March 2013's release of "SimCity" was a series first, introducing both real-time multiplayer and a mandatory online connection for even single-player modes. But a faulty start has left many gamers unable to play as online servers are overwhelmed.
After the game launched in North
America on March 5, with European regions joining from March 7, performance was at one point so bad that Amazon temporarily suspended sales of "SimCity" downloads, with the game sitting on a wrathful one-star customer rating.
Video game site Polygon revised its score from a 9.5/10 to a 4.0, while film and game critic Tom Chick declined to review "a shamefully broken game," reserving final judgement until launch issues were resolved.

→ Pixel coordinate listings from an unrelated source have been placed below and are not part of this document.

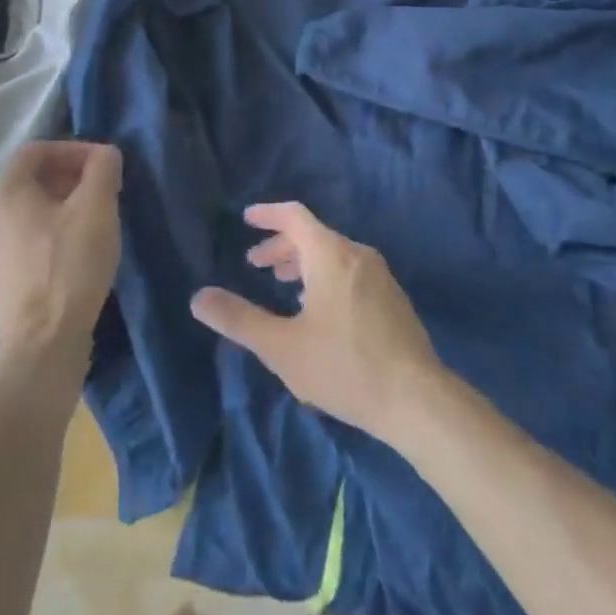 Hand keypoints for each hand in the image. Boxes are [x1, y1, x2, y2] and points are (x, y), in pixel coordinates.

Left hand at [0, 140, 121, 378]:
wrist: (42, 346)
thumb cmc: (70, 266)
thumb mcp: (97, 208)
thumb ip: (103, 169)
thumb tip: (104, 153)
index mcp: (5, 191)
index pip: (36, 150)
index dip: (72, 149)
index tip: (102, 165)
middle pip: (29, 180)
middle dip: (68, 177)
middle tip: (101, 191)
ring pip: (26, 212)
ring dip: (60, 206)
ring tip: (92, 221)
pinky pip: (22, 241)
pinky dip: (48, 235)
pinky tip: (73, 255)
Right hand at [190, 202, 441, 440]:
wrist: (417, 400)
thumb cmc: (345, 367)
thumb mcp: (282, 347)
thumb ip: (239, 319)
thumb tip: (198, 297)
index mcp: (330, 254)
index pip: (294, 216)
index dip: (267, 214)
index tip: (246, 219)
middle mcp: (357, 254)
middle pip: (313, 236)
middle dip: (281, 247)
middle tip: (256, 266)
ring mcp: (380, 275)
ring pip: (333, 255)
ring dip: (304, 263)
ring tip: (284, 287)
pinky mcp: (392, 298)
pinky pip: (350, 272)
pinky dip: (326, 277)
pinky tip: (320, 311) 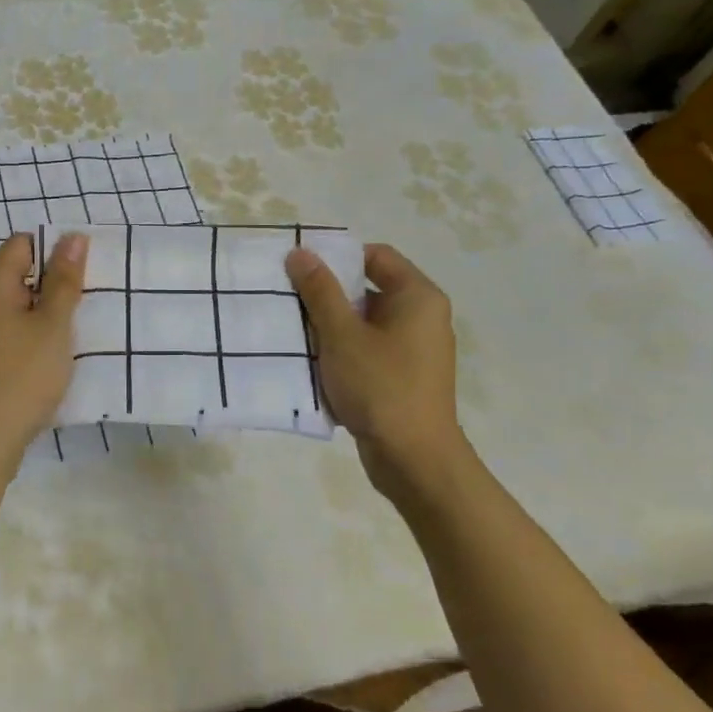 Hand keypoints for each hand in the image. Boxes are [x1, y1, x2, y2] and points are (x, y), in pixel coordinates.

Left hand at [0, 232, 87, 470]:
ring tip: (69, 339)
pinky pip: (4, 334)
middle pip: (17, 275)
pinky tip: (45, 363)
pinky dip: (26, 340)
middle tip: (82, 312)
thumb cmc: (20, 378)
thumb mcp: (52, 326)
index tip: (83, 281)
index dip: (56, 254)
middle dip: (52, 288)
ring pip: (12, 308)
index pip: (24, 243)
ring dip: (41, 317)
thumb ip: (63, 280)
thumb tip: (72, 236)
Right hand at [285, 242, 462, 498]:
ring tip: (294, 333)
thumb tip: (301, 253)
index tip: (301, 270)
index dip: (338, 257)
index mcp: (418, 297)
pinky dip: (343, 353)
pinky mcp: (404, 378)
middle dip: (329, 296)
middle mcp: (422, 317)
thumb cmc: (380, 386)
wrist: (413, 459)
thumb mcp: (342, 335)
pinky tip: (314, 365)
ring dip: (332, 328)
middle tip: (290, 301)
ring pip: (365, 324)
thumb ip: (320, 291)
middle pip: (369, 290)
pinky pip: (369, 352)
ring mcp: (415, 350)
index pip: (376, 256) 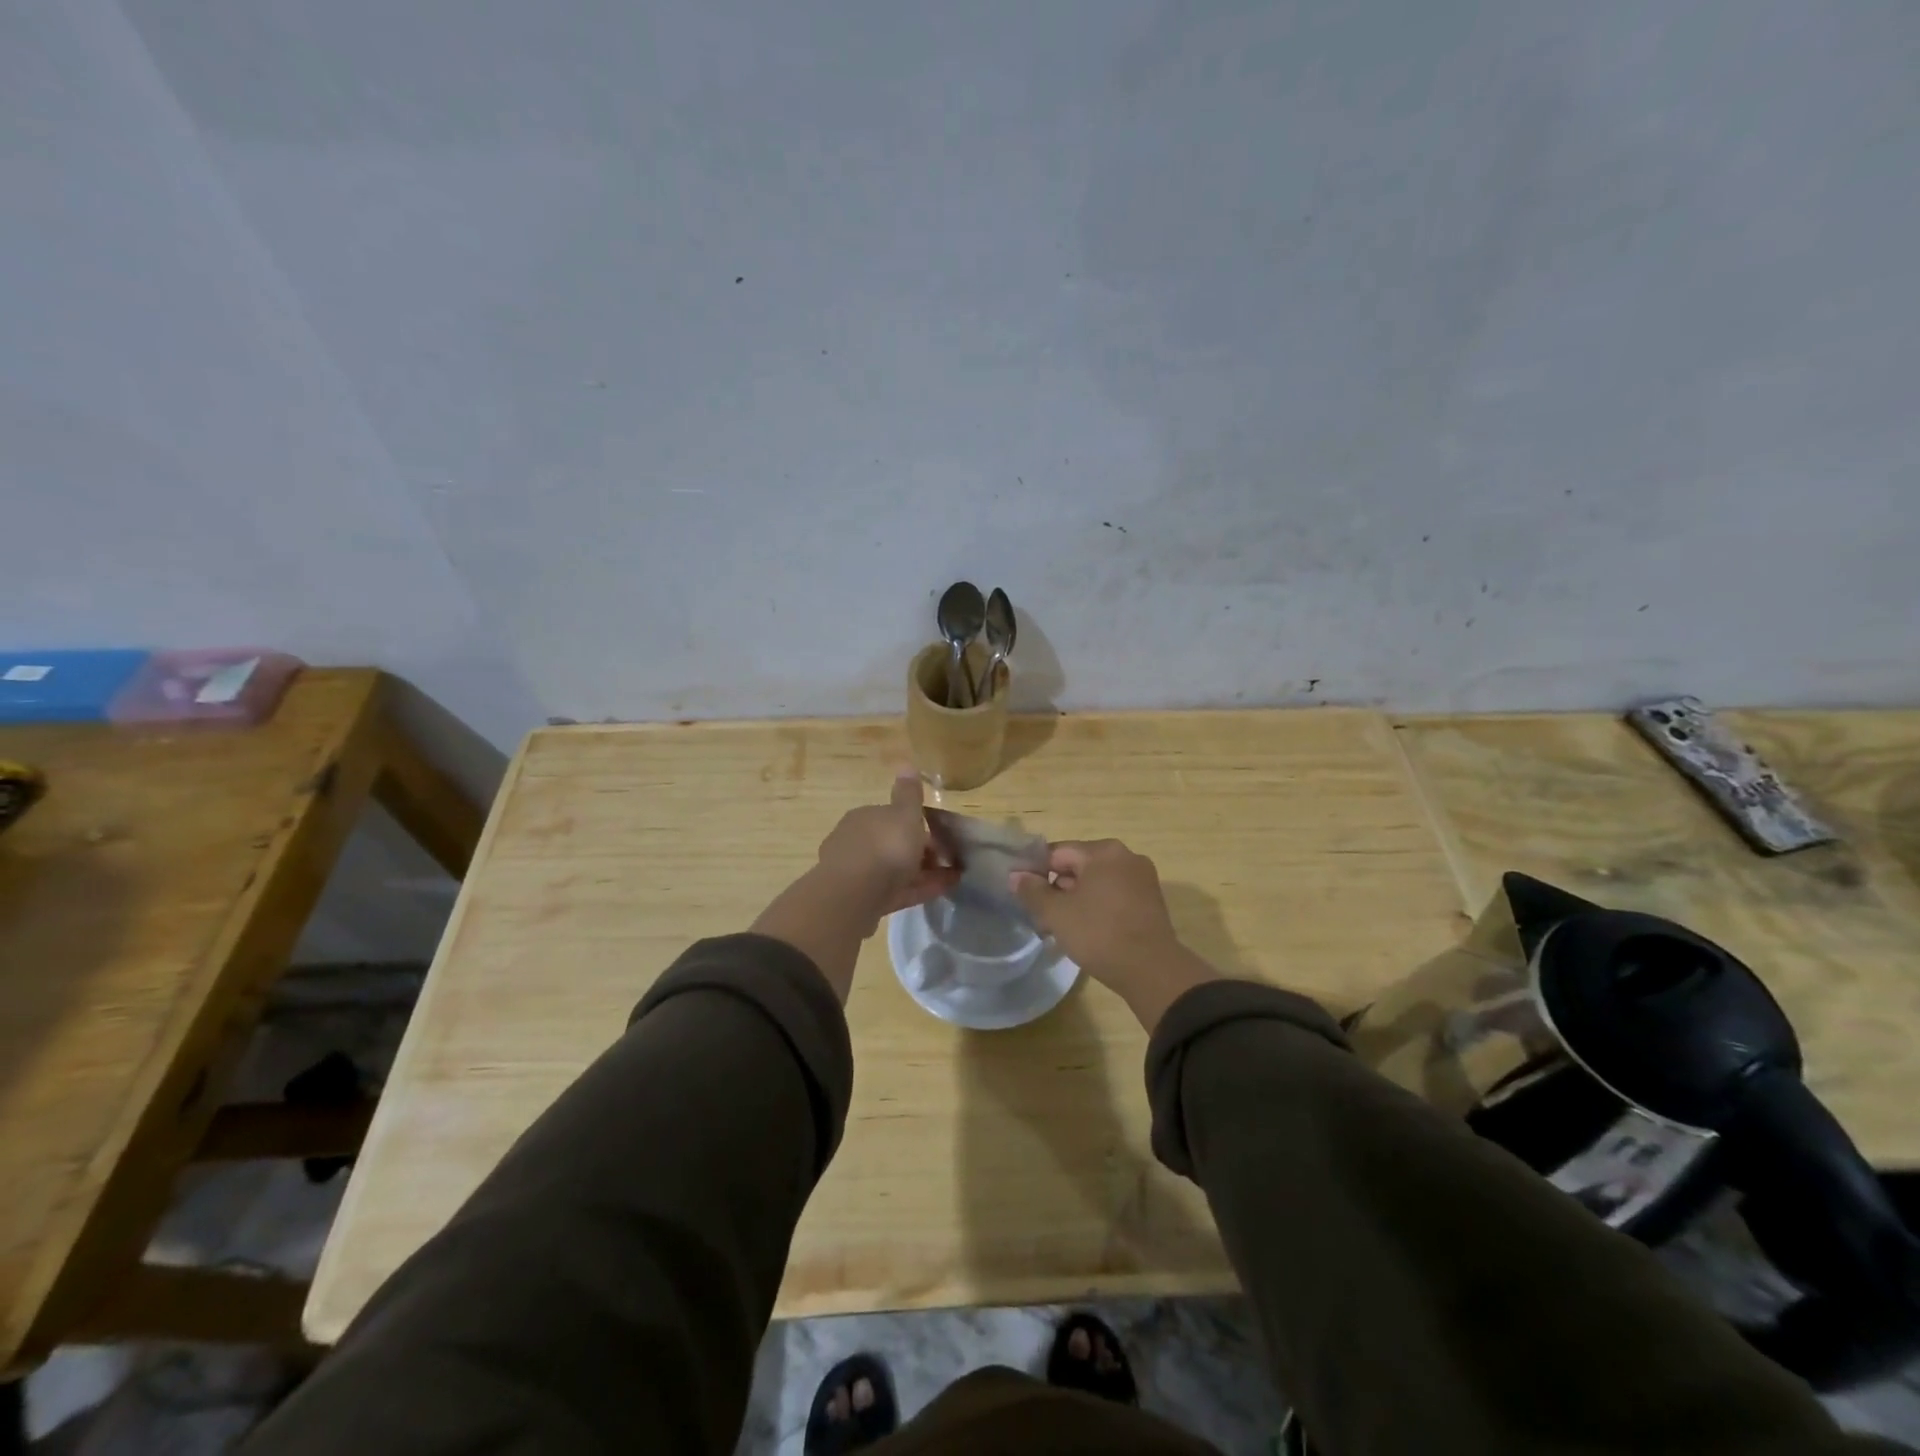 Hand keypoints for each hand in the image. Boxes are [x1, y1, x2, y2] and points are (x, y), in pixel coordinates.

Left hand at [752, 774, 958, 1003]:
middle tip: (949, 860)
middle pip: (894, 844)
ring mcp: (858, 873)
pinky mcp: (863, 900)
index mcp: (864, 817)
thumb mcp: (904, 814)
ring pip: (896, 870)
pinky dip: (919, 889)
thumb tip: (906, 764)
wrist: (854, 895)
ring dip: (924, 873)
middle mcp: (856, 842)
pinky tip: (941, 891)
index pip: (893, 817)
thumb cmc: (884, 846)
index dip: (918, 825)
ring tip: (953, 879)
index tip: (940, 836)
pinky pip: (896, 891)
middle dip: (920, 852)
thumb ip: (908, 793)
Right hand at [1010, 839, 1218, 1031]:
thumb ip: (1032, 891)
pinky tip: (1087, 932)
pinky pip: (1115, 895)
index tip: (1024, 895)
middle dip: (1057, 889)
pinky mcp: (1151, 901)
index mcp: (1103, 851)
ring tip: (1062, 929)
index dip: (1036, 871)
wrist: (1152, 971)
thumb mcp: (1056, 913)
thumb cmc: (1099, 934)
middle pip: (1079, 866)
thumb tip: (1015, 876)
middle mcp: (1126, 856)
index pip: (1058, 852)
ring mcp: (1142, 878)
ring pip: (1097, 883)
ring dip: (1076, 900)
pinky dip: (1098, 907)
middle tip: (1042, 918)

So why does "SimCity" present an always-online requirement? There are two potential advantages.
Firstly, it complicates software piracy, ensuring that Electronic Arts and developer Maxis are rewarded for their efforts.
The same approach was shared by Blizzard Interactive's "Diablo III"; by contrast Ubisoft, once a staunch advocate of "always-on," has been removing the requirement from its catalog over the last year or so.

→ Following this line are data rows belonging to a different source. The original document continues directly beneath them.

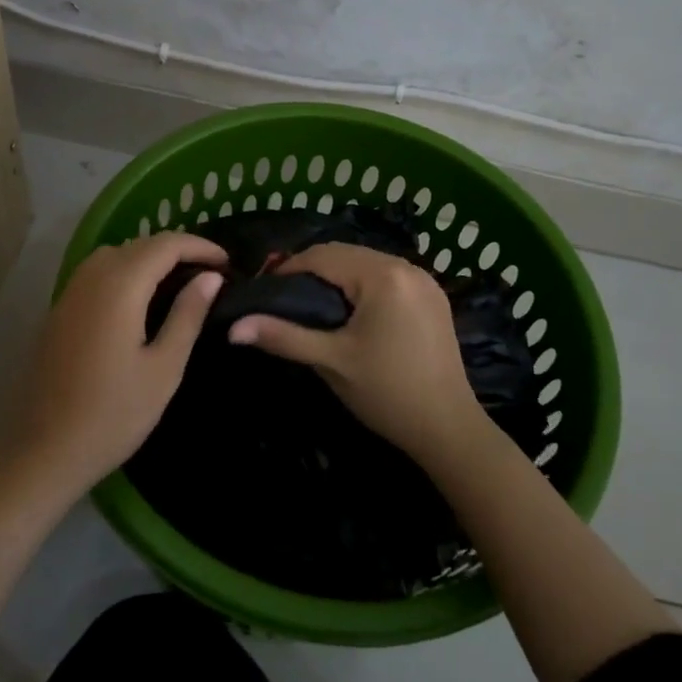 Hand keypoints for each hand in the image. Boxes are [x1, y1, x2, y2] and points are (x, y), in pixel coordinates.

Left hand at [2, 232, 226, 494]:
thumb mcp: (164, 367)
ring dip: (148, 258)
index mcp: (120, 287)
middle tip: (209, 273)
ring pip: (114, 255)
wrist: (44, 452)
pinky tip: (139, 300)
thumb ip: (188, 315)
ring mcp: (70, 294)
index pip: (165, 245)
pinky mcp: (58, 312)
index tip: (227, 262)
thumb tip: (210, 277)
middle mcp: (91, 278)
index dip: (199, 246)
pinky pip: (96, 274)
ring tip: (178, 282)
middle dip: (176, 249)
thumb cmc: (113, 414)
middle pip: (138, 244)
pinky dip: (125, 272)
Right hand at [227, 243, 484, 471]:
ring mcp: (424, 280)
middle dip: (312, 269)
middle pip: (346, 253)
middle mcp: (406, 266)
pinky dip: (362, 284)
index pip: (322, 256)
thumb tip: (233, 328)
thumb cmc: (386, 392)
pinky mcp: (433, 297)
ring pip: (367, 262)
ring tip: (311, 303)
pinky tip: (349, 309)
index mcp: (382, 275)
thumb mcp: (330, 361)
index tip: (263, 289)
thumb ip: (283, 337)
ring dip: (338, 275)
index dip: (288, 268)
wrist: (448, 428)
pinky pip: (387, 276)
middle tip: (283, 296)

Secondly, and somewhat uniquely in the case of "SimCity," it helps keep system requirements low for players. The game "works by attributing portions of the computing to EA servers (the cloud) and some on the player's local computer," as its official blog explained in December 2012.
But with each "SimCity" conurbation requiring an update every three minutes, and heavy launch-period demand knocking out those servers, EA has moved to assure fans that more robust performance is to follow.
"We are working on the servers 24/7 -- expect performance fluctuations," read the SimCity Twitter feed on March 7, advising players to pick less populated servers in
the meantime, with an enterprising computing undergraduate offering server status updates at harding.ae/simstat.